(Data entries)
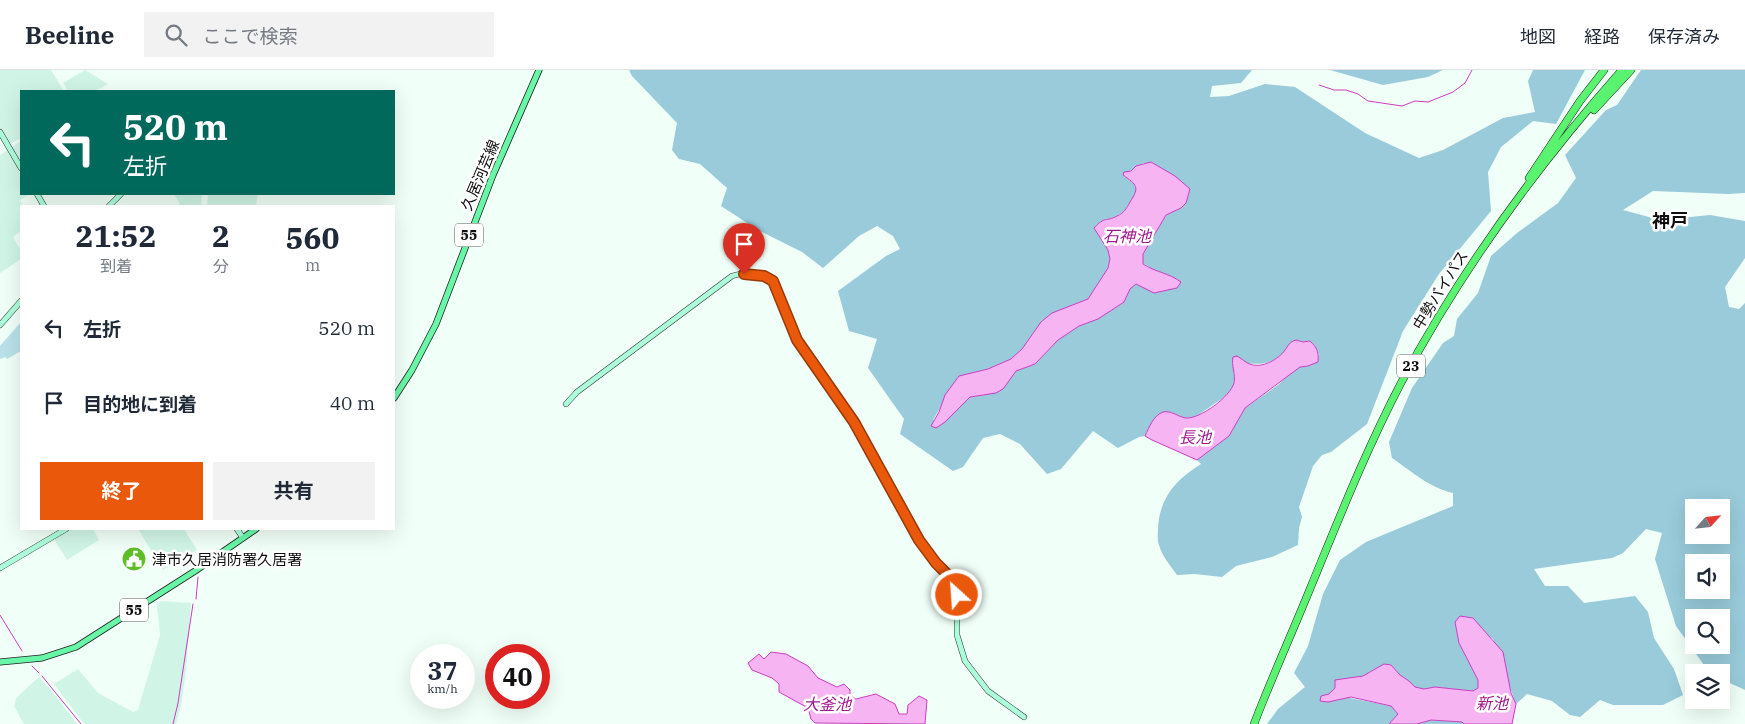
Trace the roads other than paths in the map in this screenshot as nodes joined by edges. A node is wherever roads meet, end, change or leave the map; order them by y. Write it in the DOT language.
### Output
graph roads {
  1 [pos="539,70"];
  2 [pos="1604,70"];
  3 [pos="1622,70"];
  4 [pos="1631,70"];
  5 [pos="0,132"];
  6 [pos="1558,148"];
  7 [pos="20,166"];
  8 [pos="119,195"];
  9 [pos="111,205"];
  10 [pos="1507,212"];
  11 [pos="20,302"];
  12 [pos="0,325"];
  13 [pos="395,396"];
  14 [pos="566,404"];
  15 [pos="64,530"];
  16 [pos="238,530"];
  17 [pos="255,530"];
  18 [pos="243,538"];
  19 [pos="0,568"];
  20 [pos="0,662"];
  21 [pos="1024,717"];
  22 [pos="1255,724"];
  1 -- 13 [label="main road, 久居河芸線 / 55"];
  2 -- 10 [label="highway"];
  3 -- 6 [label="highway, 中勢バイパス / 23"];
  4 -- 6 [label="highway"];
  5 -- 7 [label="street"];
  6 -- 10 [label="highway, 中勢バイパス / 23"];
  8 -- 9 [label="street"];
  10 -- 22 [label="highway, 中勢バイパス / 23"];
  11 -- 12 [label="street"];
  14 -- 21 [label="street"];
  15 -- 19 [label="street"];
  16 -- 18 [label="street"];
  17 -- 18 [label="main road, 55"];
  18 -- 20 [label="main road, 55"];
}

### EXERCISE
Each record needs to be reproduced exactly, and no image should be carried over.

### RESULT
Trace the roads other than paths in the map in this screenshot as nodes joined by edges. A node is wherever roads meet, end, change or leave the map; order them by y. Write it in the DOT language.
### Output
graph roads {
  1 [pos="539,70"];
  2 [pos="1604,70"];
  3 [pos="1622,70"];
  4 [pos="1631,70"];
  5 [pos="0,132"];
  6 [pos="1558,148"];
  7 [pos="20,166"];
  8 [pos="119,195"];
  9 [pos="111,205"];
  10 [pos="1507,212"];
  11 [pos="20,302"];
  12 [pos="0,325"];
  13 [pos="395,396"];
  14 [pos="566,404"];
  15 [pos="64,530"];
  16 [pos="238,530"];
  17 [pos="255,530"];
  18 [pos="243,538"];
  19 [pos="0,568"];
  20 [pos="0,662"];
  21 [pos="1024,717"];
  22 [pos="1255,724"];
  1 -- 13 [label="main road, 久居河芸線 / 55"];
  2 -- 10 [label="highway"];
  3 -- 6 [label="highway, 中勢バイパス / 23"];
  4 -- 6 [label="highway"];
  5 -- 7 [label="street"];
  6 -- 10 [label="highway, 中勢バイパス / 23"];
  8 -- 9 [label="street"];
  10 -- 22 [label="highway, 中勢バイパス / 23"];
  11 -- 12 [label="street"];
  14 -- 21 [label="street"];
  15 -- 19 [label="street"];
  16 -- 18 [label="street"];
  17 -- 18 [label="main road, 55"];
  18 -- 20 [label="main road, 55"];
}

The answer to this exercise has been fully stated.